TASK DIRECTIONS: Report every line of the records beneath this task that holds the string "MLADENOV".

RECORDS SUPPLIED:

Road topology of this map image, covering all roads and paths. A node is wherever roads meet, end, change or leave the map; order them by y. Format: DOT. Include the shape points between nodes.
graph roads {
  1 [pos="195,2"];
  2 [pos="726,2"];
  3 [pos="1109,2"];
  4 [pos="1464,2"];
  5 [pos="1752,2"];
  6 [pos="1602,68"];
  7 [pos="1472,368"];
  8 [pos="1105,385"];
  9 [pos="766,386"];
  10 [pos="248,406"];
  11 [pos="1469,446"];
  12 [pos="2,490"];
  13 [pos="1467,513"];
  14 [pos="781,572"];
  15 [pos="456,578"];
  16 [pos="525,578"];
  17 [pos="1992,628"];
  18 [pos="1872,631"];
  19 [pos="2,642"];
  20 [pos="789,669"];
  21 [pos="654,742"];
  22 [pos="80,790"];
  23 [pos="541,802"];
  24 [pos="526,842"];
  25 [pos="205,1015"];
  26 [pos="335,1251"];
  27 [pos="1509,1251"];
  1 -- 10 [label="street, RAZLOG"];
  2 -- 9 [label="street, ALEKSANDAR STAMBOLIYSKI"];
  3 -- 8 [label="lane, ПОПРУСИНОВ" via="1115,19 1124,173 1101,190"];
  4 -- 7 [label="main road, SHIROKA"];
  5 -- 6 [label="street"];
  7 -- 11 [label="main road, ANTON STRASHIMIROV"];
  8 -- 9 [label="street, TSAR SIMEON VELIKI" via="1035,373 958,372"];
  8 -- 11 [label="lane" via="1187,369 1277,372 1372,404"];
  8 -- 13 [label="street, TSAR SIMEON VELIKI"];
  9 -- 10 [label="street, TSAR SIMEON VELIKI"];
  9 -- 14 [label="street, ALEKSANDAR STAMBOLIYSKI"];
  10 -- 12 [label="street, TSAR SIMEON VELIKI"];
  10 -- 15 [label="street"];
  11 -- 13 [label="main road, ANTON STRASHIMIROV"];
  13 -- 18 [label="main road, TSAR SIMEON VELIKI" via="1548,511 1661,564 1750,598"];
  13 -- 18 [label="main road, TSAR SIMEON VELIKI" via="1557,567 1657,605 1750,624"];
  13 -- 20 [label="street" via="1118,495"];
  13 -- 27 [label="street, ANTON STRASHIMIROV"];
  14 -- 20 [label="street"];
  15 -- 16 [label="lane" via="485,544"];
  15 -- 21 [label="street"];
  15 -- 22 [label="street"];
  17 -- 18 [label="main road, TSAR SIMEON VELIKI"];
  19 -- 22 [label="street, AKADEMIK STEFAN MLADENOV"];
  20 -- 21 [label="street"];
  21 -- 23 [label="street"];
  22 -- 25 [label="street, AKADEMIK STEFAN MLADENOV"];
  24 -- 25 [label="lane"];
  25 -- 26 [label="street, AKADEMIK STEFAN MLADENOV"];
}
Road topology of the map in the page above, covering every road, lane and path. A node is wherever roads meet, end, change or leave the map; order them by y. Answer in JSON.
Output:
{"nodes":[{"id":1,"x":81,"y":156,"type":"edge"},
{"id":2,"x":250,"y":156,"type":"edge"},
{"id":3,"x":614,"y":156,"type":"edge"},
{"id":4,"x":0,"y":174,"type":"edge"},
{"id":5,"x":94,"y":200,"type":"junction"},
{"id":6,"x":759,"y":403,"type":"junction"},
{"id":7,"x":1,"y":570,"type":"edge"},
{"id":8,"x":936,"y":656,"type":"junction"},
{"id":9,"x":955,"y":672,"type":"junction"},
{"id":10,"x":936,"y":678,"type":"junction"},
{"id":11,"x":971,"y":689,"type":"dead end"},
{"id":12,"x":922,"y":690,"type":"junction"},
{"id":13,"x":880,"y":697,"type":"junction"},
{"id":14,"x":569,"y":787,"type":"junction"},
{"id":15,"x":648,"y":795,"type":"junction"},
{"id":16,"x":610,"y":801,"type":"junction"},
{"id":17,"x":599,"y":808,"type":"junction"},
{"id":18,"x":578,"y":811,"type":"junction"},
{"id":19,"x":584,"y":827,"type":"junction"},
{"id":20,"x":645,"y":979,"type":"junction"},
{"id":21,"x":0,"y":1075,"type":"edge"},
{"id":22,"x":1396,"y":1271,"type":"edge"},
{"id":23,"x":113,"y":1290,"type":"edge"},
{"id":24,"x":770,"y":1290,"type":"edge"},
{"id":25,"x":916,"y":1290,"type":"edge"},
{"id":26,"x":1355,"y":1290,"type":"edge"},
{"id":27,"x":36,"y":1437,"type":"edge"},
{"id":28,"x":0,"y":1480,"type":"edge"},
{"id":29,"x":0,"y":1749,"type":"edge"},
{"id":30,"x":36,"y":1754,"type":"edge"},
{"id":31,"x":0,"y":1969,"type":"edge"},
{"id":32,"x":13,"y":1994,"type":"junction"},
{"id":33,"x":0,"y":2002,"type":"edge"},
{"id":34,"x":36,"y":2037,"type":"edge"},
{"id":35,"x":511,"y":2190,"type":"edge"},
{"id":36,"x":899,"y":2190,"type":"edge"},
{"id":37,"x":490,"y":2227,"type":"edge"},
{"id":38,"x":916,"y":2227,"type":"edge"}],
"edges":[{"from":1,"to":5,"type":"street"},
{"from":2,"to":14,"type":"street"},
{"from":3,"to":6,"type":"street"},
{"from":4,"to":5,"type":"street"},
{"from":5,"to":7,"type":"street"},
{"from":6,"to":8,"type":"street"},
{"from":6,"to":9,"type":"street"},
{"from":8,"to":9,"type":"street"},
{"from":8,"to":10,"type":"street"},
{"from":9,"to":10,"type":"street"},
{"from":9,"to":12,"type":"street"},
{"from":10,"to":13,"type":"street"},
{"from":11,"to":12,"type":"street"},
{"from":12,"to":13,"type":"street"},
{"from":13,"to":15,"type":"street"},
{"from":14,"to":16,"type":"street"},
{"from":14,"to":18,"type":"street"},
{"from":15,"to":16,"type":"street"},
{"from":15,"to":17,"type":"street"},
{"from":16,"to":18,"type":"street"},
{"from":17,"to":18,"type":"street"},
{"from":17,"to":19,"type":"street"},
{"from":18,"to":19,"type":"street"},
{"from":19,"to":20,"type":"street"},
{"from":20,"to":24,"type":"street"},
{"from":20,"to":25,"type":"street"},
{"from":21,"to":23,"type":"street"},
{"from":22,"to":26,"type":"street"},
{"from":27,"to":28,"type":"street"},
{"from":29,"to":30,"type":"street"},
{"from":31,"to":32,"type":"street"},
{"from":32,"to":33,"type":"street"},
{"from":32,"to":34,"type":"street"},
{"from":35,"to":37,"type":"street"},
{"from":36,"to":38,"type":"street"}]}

YOUR RESPONSE:
  19 -- 22 [label="street, AKADEMIK STEFAN MLADENOV"];
  22 -- 25 [label="street, AKADEMIK STEFAN MLADENOV"];
  25 -- 26 [label="street, AKADEMIK STEFAN MLADENOV"];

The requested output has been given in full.